» What is being asked: Restate every entry verbatim; drop the pictures.

Records contained in a dataset
'''

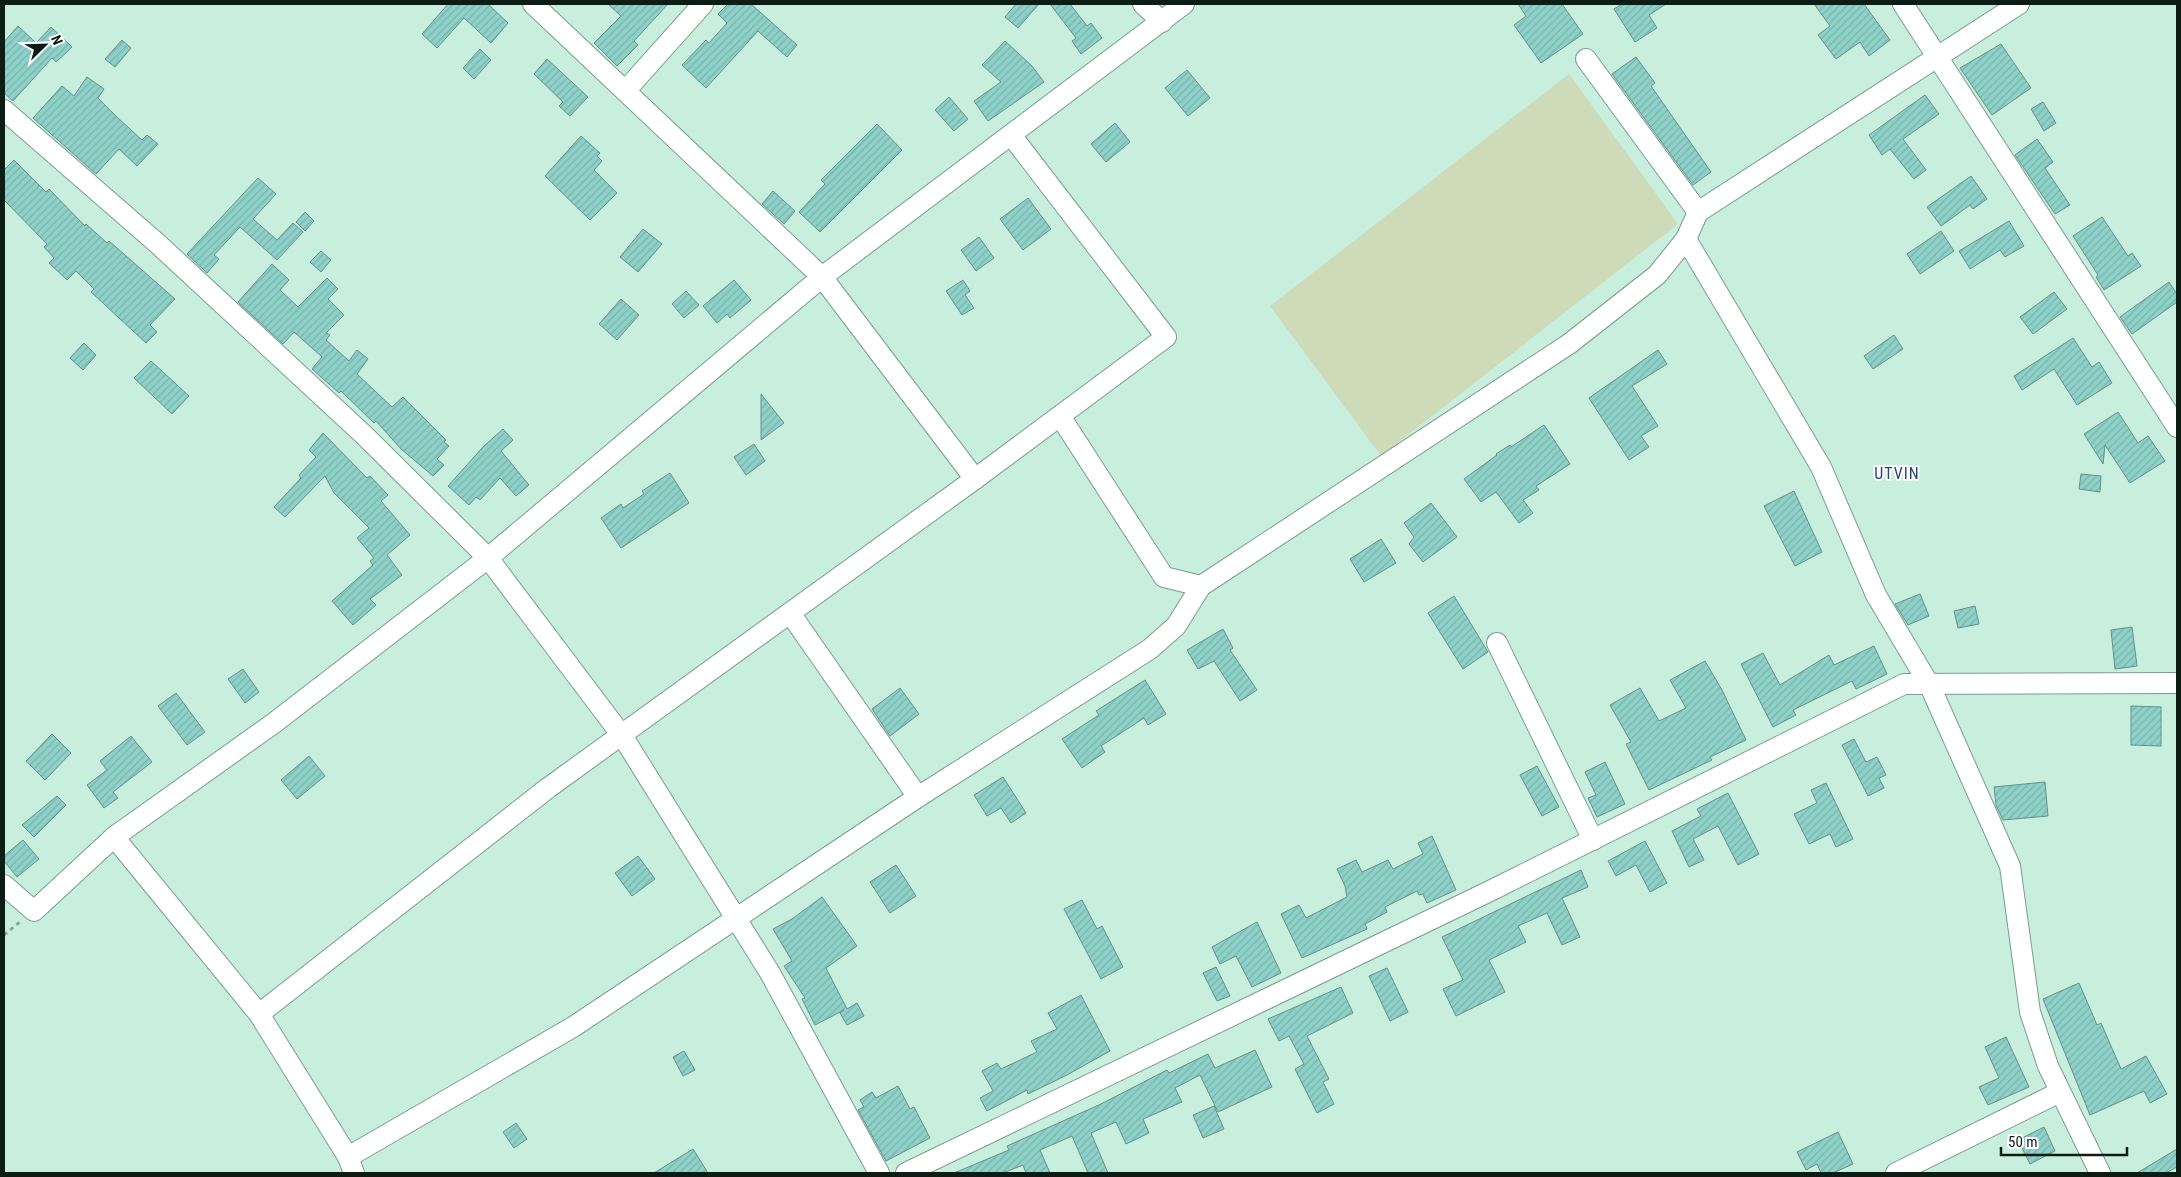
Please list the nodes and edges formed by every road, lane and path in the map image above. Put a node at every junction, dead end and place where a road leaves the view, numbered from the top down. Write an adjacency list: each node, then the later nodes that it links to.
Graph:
1 (533, 4): 10 (street)
2 (703, 4): 10 (street)
3 (1143, 4): 7 (street)
4 (1184, 4): 7 (street)
5 (1903, 4): 8 (street)
6 (2019, 4): 8 (street)
7 (1162, 22): 12 (street)
8 (1939, 58): 13 (street); 17 (street)
9 (1586, 59): 13 (street)
10 (626, 90): 15 (street)
11 (4, 110): 19 (street)
12 (1011, 135): 15 (street); 16 (street)
13 (1698, 212): 14 (street)
14 (1686, 239): 20 (street); 24 (street)
15 (822, 277): 18 (street); 19 (street)
16 (1060, 416): 18 (street); 20 (street)
17 (2177, 427)
18 (974, 480): 21 (street)
19 (488, 558): 25 (street); 27 (street)
20 (1201, 586): 26 (street)
21 (790, 613): 25 (street); 26 (street)
22 (1497, 642): 28 (street)
23 (2177, 683): 24 (street)
24 (1930, 686): 28 (street); 32 (street)
25 (621, 735): 30 (street); 31 (street)
26 (918, 797): 30 (street)
27 (114, 837): 29 (street); 31 (street)
28 (1593, 840): 35 (street)
29 (4, 885)
30 (736, 919): 33 (street); 34 (street)
31 (259, 1014): 33 (street)
32 (2060, 1092): 36 (street); 37 (street)
33 (351, 1165)
34 (879, 1173)
35 (906, 1173)
36 (1896, 1173)
37 (2100, 1173)

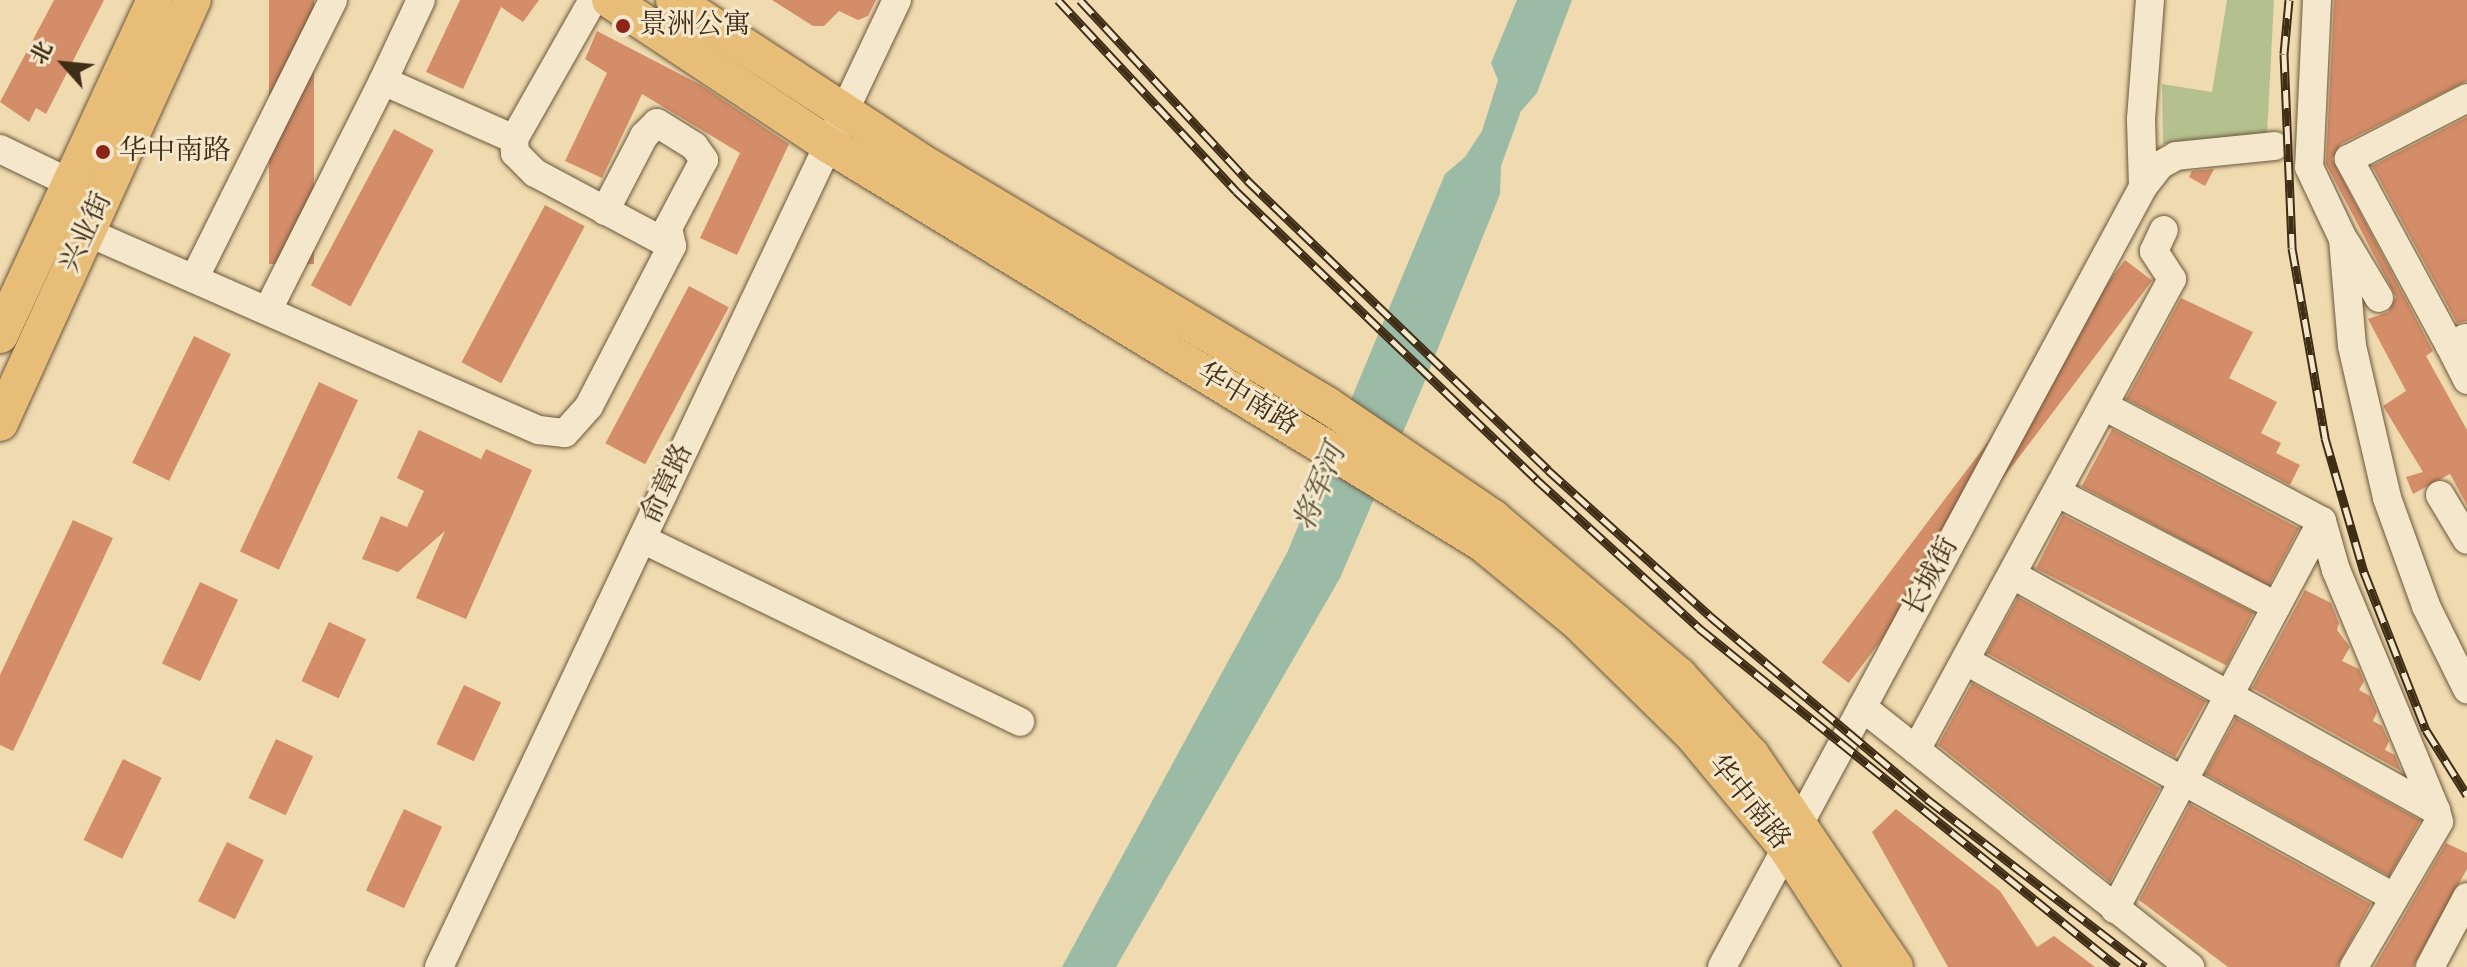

'''

» Result for this task:
Please list the nodes and edges formed by every road, lane and path in the map image above. Put a node at every junction, dead end and place where a road leaves the view, numbered from the top down. Write an adjacency list: each node, then the later nodes that it links to.
Graph:
1 (533, 4): 10 (street)
2 (703, 4): 10 (street)
3 (1143, 4): 7 (street)
4 (1184, 4): 7 (street)
5 (1903, 4): 8 (street)
6 (2019, 4): 8 (street)
7 (1162, 22): 12 (street)
8 (1939, 58): 13 (street); 17 (street)
9 (1586, 59): 13 (street)
10 (626, 90): 15 (street)
11 (4, 110): 19 (street)
12 (1011, 135): 15 (street); 16 (street)
13 (1698, 212): 14 (street)
14 (1686, 239): 20 (street); 24 (street)
15 (822, 277): 18 (street); 19 (street)
16 (1060, 416): 18 (street); 20 (street)
17 (2177, 427)
18 (974, 480): 21 (street)
19 (488, 558): 25 (street); 27 (street)
20 (1201, 586): 26 (street)
21 (790, 613): 25 (street); 26 (street)
22 (1497, 642): 28 (street)
23 (2177, 683): 24 (street)
24 (1930, 686): 28 (street); 32 (street)
25 (621, 735): 30 (street); 31 (street)
26 (918, 797): 30 (street)
27 (114, 837): 29 (street); 31 (street)
28 (1593, 840): 35 (street)
29 (4, 885)
30 (736, 919): 33 (street); 34 (street)
31 (259, 1014): 33 (street)
32 (2060, 1092): 36 (street); 37 (street)
33 (351, 1165)
34 (879, 1173)
35 (906, 1173)
36 (1896, 1173)
37 (2100, 1173)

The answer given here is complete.